◆ **Work request**: Only the number is wanted: tally the lines below that contain the word "Röntgenring".

◆ **Material supplied**:
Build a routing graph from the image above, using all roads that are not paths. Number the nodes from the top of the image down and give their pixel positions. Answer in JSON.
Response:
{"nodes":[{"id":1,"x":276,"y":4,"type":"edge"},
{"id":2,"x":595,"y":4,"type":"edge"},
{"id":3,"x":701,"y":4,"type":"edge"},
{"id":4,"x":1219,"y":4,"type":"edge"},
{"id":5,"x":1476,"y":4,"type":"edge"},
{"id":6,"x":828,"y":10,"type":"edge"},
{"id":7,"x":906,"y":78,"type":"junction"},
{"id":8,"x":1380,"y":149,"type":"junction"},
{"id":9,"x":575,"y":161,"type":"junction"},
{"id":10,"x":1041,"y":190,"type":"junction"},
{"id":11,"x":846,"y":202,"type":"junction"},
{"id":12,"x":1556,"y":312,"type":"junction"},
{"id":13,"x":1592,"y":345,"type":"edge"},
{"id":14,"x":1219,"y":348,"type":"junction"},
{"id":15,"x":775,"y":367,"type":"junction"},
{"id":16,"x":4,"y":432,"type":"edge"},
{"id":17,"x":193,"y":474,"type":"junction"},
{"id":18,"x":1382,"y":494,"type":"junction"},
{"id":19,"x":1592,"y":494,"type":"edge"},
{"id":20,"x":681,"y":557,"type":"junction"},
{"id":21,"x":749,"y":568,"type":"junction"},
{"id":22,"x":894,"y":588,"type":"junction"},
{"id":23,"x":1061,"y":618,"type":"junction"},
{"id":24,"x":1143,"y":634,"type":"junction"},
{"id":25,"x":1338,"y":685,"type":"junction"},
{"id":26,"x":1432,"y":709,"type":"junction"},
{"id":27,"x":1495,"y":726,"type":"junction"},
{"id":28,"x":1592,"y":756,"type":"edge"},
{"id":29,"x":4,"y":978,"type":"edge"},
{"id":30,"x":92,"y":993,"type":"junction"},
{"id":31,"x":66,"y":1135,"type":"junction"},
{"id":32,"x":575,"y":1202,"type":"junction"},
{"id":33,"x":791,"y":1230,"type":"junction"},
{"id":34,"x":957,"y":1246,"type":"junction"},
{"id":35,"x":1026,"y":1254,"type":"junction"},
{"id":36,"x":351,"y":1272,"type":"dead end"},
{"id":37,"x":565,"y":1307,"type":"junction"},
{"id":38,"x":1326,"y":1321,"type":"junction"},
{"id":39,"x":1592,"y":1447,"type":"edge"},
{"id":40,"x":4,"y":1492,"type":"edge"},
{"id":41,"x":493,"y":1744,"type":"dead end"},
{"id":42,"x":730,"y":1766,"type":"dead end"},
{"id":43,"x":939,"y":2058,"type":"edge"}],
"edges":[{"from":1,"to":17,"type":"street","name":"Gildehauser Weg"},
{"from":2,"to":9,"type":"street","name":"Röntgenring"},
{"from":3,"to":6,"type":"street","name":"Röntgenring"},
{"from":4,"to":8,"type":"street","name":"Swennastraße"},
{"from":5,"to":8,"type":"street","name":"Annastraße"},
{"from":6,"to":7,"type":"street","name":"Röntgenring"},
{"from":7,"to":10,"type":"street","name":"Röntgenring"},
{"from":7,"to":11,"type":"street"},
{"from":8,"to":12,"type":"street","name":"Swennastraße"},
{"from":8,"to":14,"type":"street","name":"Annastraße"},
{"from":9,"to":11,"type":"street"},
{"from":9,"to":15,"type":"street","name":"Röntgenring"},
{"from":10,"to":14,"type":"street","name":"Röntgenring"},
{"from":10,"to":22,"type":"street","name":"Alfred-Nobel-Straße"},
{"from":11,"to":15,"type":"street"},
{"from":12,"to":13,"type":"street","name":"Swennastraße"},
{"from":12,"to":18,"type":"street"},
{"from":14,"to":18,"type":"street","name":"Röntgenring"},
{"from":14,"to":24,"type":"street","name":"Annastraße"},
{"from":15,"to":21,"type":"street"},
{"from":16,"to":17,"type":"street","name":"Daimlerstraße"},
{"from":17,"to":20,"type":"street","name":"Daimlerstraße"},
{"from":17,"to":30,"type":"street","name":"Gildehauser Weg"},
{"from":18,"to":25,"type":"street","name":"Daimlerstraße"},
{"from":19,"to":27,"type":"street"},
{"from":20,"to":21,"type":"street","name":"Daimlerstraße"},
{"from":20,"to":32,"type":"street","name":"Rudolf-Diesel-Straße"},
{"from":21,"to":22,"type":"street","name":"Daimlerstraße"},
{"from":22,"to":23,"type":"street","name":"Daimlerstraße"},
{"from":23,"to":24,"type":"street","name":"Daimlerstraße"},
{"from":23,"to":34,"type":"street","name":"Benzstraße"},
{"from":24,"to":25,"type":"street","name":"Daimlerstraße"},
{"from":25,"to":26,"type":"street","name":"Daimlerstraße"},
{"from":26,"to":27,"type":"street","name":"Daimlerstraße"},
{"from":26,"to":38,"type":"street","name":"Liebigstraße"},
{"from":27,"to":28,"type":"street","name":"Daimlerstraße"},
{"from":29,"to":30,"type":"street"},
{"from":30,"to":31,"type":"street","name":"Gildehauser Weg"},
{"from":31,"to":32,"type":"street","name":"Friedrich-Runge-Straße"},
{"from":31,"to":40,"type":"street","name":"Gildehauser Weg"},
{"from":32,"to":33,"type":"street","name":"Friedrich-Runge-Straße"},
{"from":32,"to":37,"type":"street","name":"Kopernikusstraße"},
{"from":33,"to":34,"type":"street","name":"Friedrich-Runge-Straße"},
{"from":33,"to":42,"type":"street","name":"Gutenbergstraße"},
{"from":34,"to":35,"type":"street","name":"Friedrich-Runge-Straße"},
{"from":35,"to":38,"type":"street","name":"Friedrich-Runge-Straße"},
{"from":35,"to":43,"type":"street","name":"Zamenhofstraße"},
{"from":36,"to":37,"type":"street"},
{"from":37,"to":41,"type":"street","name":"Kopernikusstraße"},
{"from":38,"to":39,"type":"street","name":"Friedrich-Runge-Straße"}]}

◆ **Answer**: 7